HAVING HAD more than my fair share of conversations with Nvidia personnel, one thing became painfully clear – they just didn’t get the concepts of reliability and testing. This became painfully clear with their flailing over the bumpgate fiasco.
The most painful conversation in regard to the whole bumpgate fiasco was with a very senior Nvidian who flat out insisted that the company did not understand why the failures were occurring. The talking point was that it was a new area of science, and not understood by anyone. Having talked to five separate packaging engineers who all understood the problem, and gave me the exact same reasoning for its occurrence, I was confident that the three part article I wrote on the failures (1, 2, and 3) was technically spot on.
Originally I thought they were just trying to make me believe their version of the truth, but I later found out that was not the case. This dawned on me when I noticed Nvidia was hiring a lot of thermal engineers in late 2008 to solve the problem retroactively. The disconnect was that the bumpgate failures were not due to a thermal problem per se. The chips did not cook to death.

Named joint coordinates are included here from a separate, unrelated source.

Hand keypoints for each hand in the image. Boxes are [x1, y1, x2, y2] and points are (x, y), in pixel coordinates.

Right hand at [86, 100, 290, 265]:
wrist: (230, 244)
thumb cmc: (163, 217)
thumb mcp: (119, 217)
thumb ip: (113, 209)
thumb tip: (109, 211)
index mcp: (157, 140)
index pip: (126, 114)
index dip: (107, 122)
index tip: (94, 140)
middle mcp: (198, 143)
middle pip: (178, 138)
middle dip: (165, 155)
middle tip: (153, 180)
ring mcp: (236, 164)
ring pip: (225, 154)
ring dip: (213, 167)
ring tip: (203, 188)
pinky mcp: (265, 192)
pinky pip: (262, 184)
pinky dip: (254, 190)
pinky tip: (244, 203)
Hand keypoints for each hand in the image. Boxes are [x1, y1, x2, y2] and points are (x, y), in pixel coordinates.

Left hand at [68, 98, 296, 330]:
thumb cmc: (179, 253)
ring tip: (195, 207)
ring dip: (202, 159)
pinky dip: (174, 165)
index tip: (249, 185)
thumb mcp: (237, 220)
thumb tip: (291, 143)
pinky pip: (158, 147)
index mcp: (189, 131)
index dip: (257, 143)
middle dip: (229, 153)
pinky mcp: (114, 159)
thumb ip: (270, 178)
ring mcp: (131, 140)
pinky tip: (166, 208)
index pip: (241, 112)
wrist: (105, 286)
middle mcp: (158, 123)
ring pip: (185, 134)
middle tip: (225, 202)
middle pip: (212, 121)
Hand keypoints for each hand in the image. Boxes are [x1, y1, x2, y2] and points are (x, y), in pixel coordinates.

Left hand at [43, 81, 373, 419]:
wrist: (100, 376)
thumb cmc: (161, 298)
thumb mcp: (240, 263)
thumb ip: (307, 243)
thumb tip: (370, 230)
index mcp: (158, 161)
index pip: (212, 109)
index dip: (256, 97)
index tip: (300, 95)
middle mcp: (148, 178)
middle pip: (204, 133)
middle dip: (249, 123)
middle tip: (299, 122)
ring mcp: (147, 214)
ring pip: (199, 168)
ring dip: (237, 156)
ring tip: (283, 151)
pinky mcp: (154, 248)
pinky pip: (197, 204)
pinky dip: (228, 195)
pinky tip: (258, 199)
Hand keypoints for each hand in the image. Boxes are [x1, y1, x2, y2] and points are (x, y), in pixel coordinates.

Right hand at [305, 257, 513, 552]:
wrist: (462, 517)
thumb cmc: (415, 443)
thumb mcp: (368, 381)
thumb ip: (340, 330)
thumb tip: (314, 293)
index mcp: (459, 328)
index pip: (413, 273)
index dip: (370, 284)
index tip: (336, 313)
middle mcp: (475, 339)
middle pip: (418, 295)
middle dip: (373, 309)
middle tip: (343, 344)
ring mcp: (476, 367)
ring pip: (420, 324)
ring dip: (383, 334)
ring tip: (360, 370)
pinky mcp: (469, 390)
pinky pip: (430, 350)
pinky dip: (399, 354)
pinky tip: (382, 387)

Nvidia’s bumps were cracking due to repeated thermal stresses, leading to physical failure. Hiring thermal engineers to fix that is much akin to hiring more gas station attendants to improve a car’s fuel economy, it was addressing the wrong problem. The ‘fixes’ showed some creative but problematic engineering choices. By this point, things had gone from morbid humor to rather sad. Flailing is fun to watch for a bit, but it gets old, even if you call it dancing in a press release. The short story is that Nvidia was not testing properly, and the result was dead chips. That is the ‘science’ that the company didn’t understand, and while it’s implementation may be complex, the concept most definitely is not.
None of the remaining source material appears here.